Cuando tenía cinco o seis años, el cometa Halley hizo su última aparición cerca de la Tierra. Para nosotros fue todo un acontecimiento, gran parte de mi generación lo recuerda. Nos lo explicaron en la escuela, lo vimos en las noticias, intentamos atisbarlo en el cielo. A los pocos días, el cometa se alejó y solo siguieron su rastro los más aficionados a la astronomía o los más nostálgicos, y tan grabado se nos quedó su nombre como su olvido en nuestros hermanos pequeños.
Hay libros así, como el Halley. Muy brillantes pero fugaces, one-hit wonders. He pensado bastante en ello estos días, cuando he pasado las últimas páginas de Permafrost, la novela de debut de Eva Baltasar. Una cohorte entera de lectores lo está finalizando al mismo tiempo que yo, muchos y muchas lo recomendarán, lo leerán en la cama a sus parejas, lo regalarán y lo conservarán en un lugar de honor de sus estanterías. Es un libro magnífico, tienen razones para ello. Pero, ¿qué será de él cuando la eterna rueda de las novedades editoriales dé su siguiente vuelta y lo vaya empujando lejos de su centro de gravedad?
Eva Baltasar narra y sobre todo describe con una precisión quirúrgica, con la claridad de la nieve un día de resaca, que asombra y ciega a la vez. Su manera de contar me parece exquisita, sobre todo por su capacidad envidiable para empapar de poesía la narración sin que termine haciendo aguas. ¿La historia? No hay mucho que decir. Escrito en primera persona, Permafrost sigue el recorrido de una protagonista innombrada a veces cínica a veces tierna de la que en un principio conocemos sus pulsiones suicidas y su precariedad laboral. Después, entre flashbacks y saltos hacia delante, se va revelando su transcurso vital, el recorrido de una mujer por sus treinta, cuarenta años de vida: catálogo de parejas, búsqueda de la confirmación sexual y de un lugar en el mundo como mujer rodeada, esta vez, de mujeres (madre, hermana, novias).

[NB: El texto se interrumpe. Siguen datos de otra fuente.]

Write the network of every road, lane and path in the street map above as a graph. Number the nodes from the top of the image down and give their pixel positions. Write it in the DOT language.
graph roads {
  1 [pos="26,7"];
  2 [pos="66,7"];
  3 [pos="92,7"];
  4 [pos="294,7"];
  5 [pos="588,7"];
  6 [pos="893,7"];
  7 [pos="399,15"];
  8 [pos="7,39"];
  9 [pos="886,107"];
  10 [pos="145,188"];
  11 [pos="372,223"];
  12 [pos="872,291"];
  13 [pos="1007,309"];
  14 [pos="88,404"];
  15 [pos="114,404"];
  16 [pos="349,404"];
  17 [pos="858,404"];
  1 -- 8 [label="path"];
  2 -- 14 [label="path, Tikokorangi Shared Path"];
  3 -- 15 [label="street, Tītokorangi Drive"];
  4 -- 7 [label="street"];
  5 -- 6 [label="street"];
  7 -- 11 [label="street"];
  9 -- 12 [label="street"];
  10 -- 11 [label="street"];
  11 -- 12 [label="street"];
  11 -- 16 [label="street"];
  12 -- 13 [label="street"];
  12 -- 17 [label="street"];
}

Hay una afirmación rotunda que subyace en el texto: todo a nuestro alrededor es susceptible de ser bello si lo miramos con los ojos adecuados. El sexo, por supuesto, que es a lo que dedica gran parte de las mejores páginas, pero también los más mínimos gestos de quienes nos rodean son una fuente inagotable de la que ir recogiendo las diminutas esporas de belleza que, como capas de la piel, se van desprendiendo con cada uno de nuestros movimientos. Por eso estoy seguro de que Permafrost inspira, inspirará a escribir como lo hace Eva Baltasar, a sentir como lo hace su protagonista, y con eso solamente ya merecería que le diéramos las gracias.
Pero como no es perfecto, en ocasiones se le escapa entre los dedos aquello a lo que llamamos soberbiamente novela. Igual que ocurre con el permafrost que le da título, con esa capa de hielo polar que nunca se resquebraja, en ningún momento terminamos de zambullirnos, nos vemos zarandeados por lo que ocurre, desplazamos nuestro foco de atención a lo que está contando en vez de fijarlo en cómo lo hace.
Así que por ahora me quedo con algunas, bastantes páginas, disfrutadas y sobre todo con la esperanza de que la autora construya un edificio literario sólido a partir de los firmes cimientos de Permafrost. Para que este primer intento, al contrario que el cometa, no quede sepultado hasta que dentro de varias décadas alguien rescate su brillo como un recuerdo lejano y la estrella fugaz que nunca llegó a estrellarse contra nuestro planeta literario y a terminar con los dinosaurios de la narrativa contemporánea.